Sunday October 14, 2012
Book Review: 'A Perfectly Good Man' is quietly brilliant
Review by MARTIN SPICE
star2@thestar.com.my
An easy writing style feeds the reader a complex tale of what constitutes goodness.
A Perfectly Good Man
Author: Patrick Gale
Publisher: Fourth Estate, 406 pages
THERE are writers who burst into your life with a razzmatazz of the sort that makes you ransack their backlist and rush out to buy their latest book as soon as it is published, and there are writers who quietly snuggle up to you and nuzzle their way into your affections. If my favourite hard-boiled crime thrillers fit the first category, those by Patrick Gale are a fine example of the second.
Gale is not a writer of melodrama and thrills and adventure but a quiet and perceptive commentator on life and relationships, especially family ones; a writer whose grasp of the big picture (in this case, among other things: What is goodness? How do we attain it?) is firmly rooted in our everyday actions. And when you think about it, he is of course right. Goodness for most of us is not the heroics of a gunfight at the OK Corral; it is moments of kindness, support, compassion and generosity. There is no such thing as abstract goodness, it has to be made flesh or it goes the way of all good intentions. Nowhere.
Barnaby Johnson is the perfectly good man of the title. There is of course a slight ambiguity about that wording; perfectly good also implies not quite good enough.

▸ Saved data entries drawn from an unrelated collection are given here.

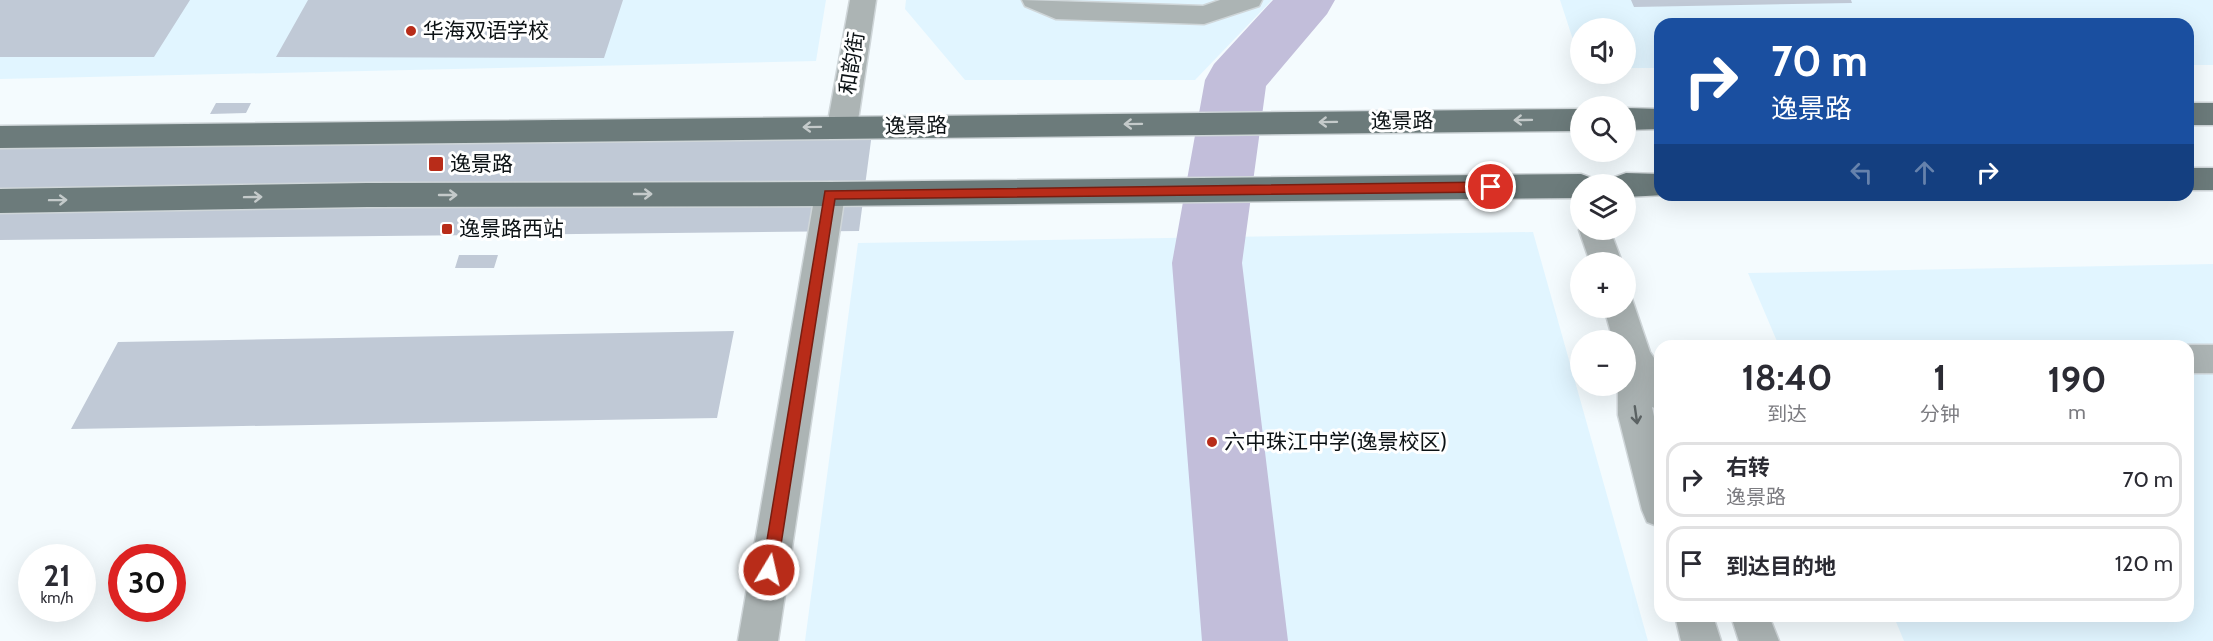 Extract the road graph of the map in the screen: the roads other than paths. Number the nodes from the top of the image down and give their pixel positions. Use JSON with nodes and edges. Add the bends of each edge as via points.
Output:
{"nodes":[{"id":1,"x":863,"y":0,"type":"edge"},
{"id":2,"x":1035,"y":0,"type":"edge"},
{"id":3,"x":1249,"y":0,"type":"edge"},
{"id":4,"x":2194,"y":114,"type":"edge"},
{"id":5,"x":2213,"y":114,"type":"edge"},
{"id":6,"x":1636,"y":119,"type":"edge"},
{"id":7,"x":1654,"y":119,"type":"edge"},
{"id":8,"x":1570,"y":120,"type":"edge"},
{"id":9,"x":842,"y":127,"type":"junction"},
{"id":10,"x":0,"y":137,"type":"edge"},
{"id":11,"x":2213,"y":178,"type":"edge"},
{"id":12,"x":2194,"y":179,"type":"edge"},
{"id":13,"x":1654,"y":185,"type":"edge"},
{"id":14,"x":1570,"y":186,"type":"edge"},
{"id":15,"x":1636,"y":186,"type":"edge"},
{"id":16,"x":830,"y":194,"type":"junction"},
{"id":17,"x":0,"y":201,"type":"edge"},
{"id":18,"x":1626,"y":318,"type":"edge"},
{"id":19,"x":1648,"y":357,"type":"edge"},
{"id":20,"x":2194,"y":358,"type":"edge"},
{"id":21,"x":2213,"y":358,"type":"edge"},
{"id":22,"x":1654,"y":376,"type":"edge"},
{"id":23,"x":1654,"y":487,"type":"edge"},
{"id":24,"x":1696,"y":622,"type":"edge"},
{"id":25,"x":1752,"y":622,"type":"edge"},
{"id":26,"x":758,"y":641,"type":"edge"},
{"id":27,"x":1701,"y":641,"type":"edge"},
{"id":28,"x":1759,"y":641,"type":"edge"}],
"edges":[{"from":1,"to":9,"type":"street","name":"和韵街"},
{"from":2,"to":3,"type":"street","via":[[1056,10],[1204,15]]},
{"from":4,"to":5,"type":"main road"},
{"from":6,"to":7,"type":"main road"},
{"from":8,"to":9,"type":"main road","name":"逸景路","one_way":true},
{"from":9,"to":10,"type":"main road","name":"逸景路","one_way":true},
{"from":11,"to":12,"type":"main road"},
{"from":13,"to":15,"type":"main road"},
{"from":14,"to":16,"type":"main road"},
{"from":17,"to":16,"type":"main road","one_way":true},
{"from":16,"to":26,"type":"street"},
{"from":18,"to":19,"type":"street"},
{"from":19,"to":22,"type":"street"},
{"from":19,"to":23,"type":"street","one_way":true,"via":[[1635,415]]},
{"from":20,"to":21,"type":"street"},
{"from":24,"to":27,"type":"street"},
{"from":25,"to":28,"type":"street"}]}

Little wonder, then, that Gale prefaces the book with a quotation from 15th century priest/writer Thomas à Kempis: “All perfection in this life hath some imperfection bound up with it; and no knowledge of ours is without some darkness”. The extent of Barnaby’s imperfection is not revealed until well into the book but the opening scene is indicative of some of the moral complexity that is to follow.

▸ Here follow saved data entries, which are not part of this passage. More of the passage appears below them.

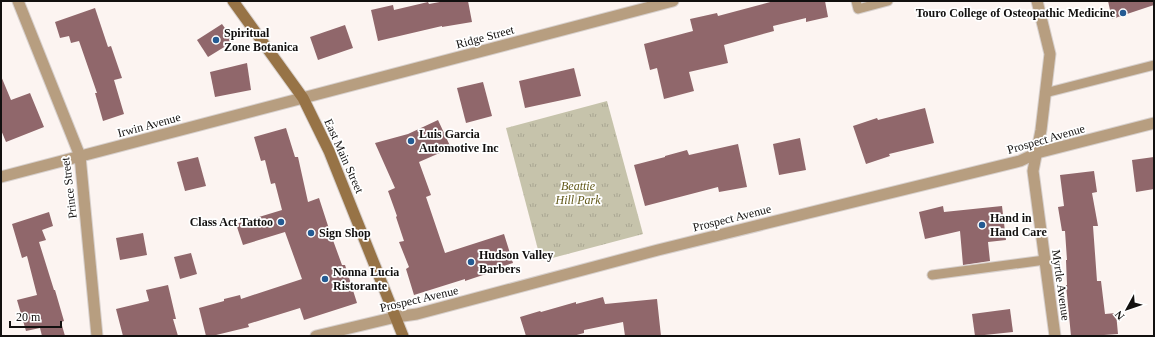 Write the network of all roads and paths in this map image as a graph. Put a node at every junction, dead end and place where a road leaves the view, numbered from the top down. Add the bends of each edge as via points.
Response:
1 (18, 1) edge
2 (233, 1) edge
3 (673, 1) edge
4 (856, 1) edge
5 (888, 1) edge
6 (1037, 1) edge
7 (1154, 65) edge
8 (1045, 93) junction
9 (303, 98) junction
10 (1154, 123) edge
11 (1037, 153) junction
12 (80, 156) junction
13 (1, 177) edge
14 (1045, 260) junction
15 (932, 275) dead end
16 (396, 317) junction
17 (97, 336) edge
18 (316, 336) edge
19 (403, 336) edge
20 (1055, 336) edge

1 - 12 street, Prince Street
2 - 9 main road, East Main Street
3 - 9 street, Ridge Street
4 - 5 lane via 858,9
6 - 8 street, Myrtle Avenue via 1050,54
7 - 8 lane
8 - 11 street, Myrtle Avenue
9 - 12 street, Irwin Avenue
9 - 16 main road, East Main Street via 329,151
10 - 11 street, Prospect Avenue
11 - 14 street, Myrtle Avenue via 1033,171
11 - 16 street, Prospect Avenue via 1020,161 658,250 417,314
12 - 13 street, Irwin Avenue
12 - 17 street, Prince Street
14 - 15 lane
14 - 20 street, Myrtle Avenue
16 - 18 street, Prospect Avenue
16 - 19 main road, East Main Street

As parish priest of two remote country churches, Barnaby is called to one of his parishioners. Lenny Barnes is paralysed from the waist down and wheelchair-bound after an accident playing rugby. Under cover of pouring Barnaby a glass of water, Lenny pours himself a lethal cocktail and drinks it. The fatal dosage of drugs bought on the Internet means he will be dead within five minutes. Barnaby gives him the final sacraments rather than calling an ambulance that he knows will not arrive in time. Does that make him an accessory to suicide, a criminal offence?
At the coroner’s inquest, Barnaby is challenged.
“So let me get this right for the record, Mr Johnson. Knowing Lenny Barnes to be dying, you did nothing to help him?”
“No, I helped him.”
“How?”
“By prayer. He asked me to pray for him.”
A Perfectly Good Man is divided into sections that are initially somewhat confusing. Barnaby’s life is effectively told backwards, while the stories of those around him are more chronologically straightforward. These include his wife Dorothy, his daughter Carrie and his adopted Vietnamese son Jim, who later insists on being known as Phuc, with all the trauma and re-orientation that shift of names implies. In a wider circle are other local parishioners and contacts including the wild Australian potter Nuala, who is Lenny’s mother, and the book’s most insidious character, Modest Carlsson.
If Barnaby is the flawed good man, Modest Carlsson is the closest thing in the novel to everyday evil. His assumed name is a cover for a past in prison where he served time for a sexual offence, after which he found a new life as a second-hand bookseller specialising in pornography. Physically repellent, Carlsson is an ugly toad of a man who follows Barnaby around masquerading as a faithful parishioner while searching for flaws in his character and performance. When he finally finds one, he uses it to destructive and devastating effect.
Gale has many gifts as a writer. The first is an easy, mellifluous, fluent style that is seductively easy to read. In fact, so easy to read is Gale that I wonder sometimes if this, perversely, has had an adverse effect on him being taken as the serious novelist that he actually is, prepared to tackle complex and difficult themes.
But perhaps the finest of his qualities is that he writes with utter authenticity about family and relationships. Time and time again in A Perfectly Good Man I was aware that his analysis of and reflection on his characters’ emotional and spiritual lives rang completely true.
There is an elevated ordinariness about Barnaby that is completely engaging as he searches for the way to be a good man, while knowing in his heart that he falls far short of what he would like to be. Tolerance, kindness, compassion – these are the qualities that Barnaby has to access, the sharpest tools in his priestly toolbox, but they do not make for an easy life and they are not fit for all purposes.
I need hardly add that I was gripped and impressed by A Perfectly Good Man and it reminded me of how much I had enjoyed Gale’s earlier Notes From An Exhibition.
Slowly but surely Patrick Gale is moving from my “snuggle up and nuzzle” list to the “must have as soon as it comes out” list. Read this and you will know why.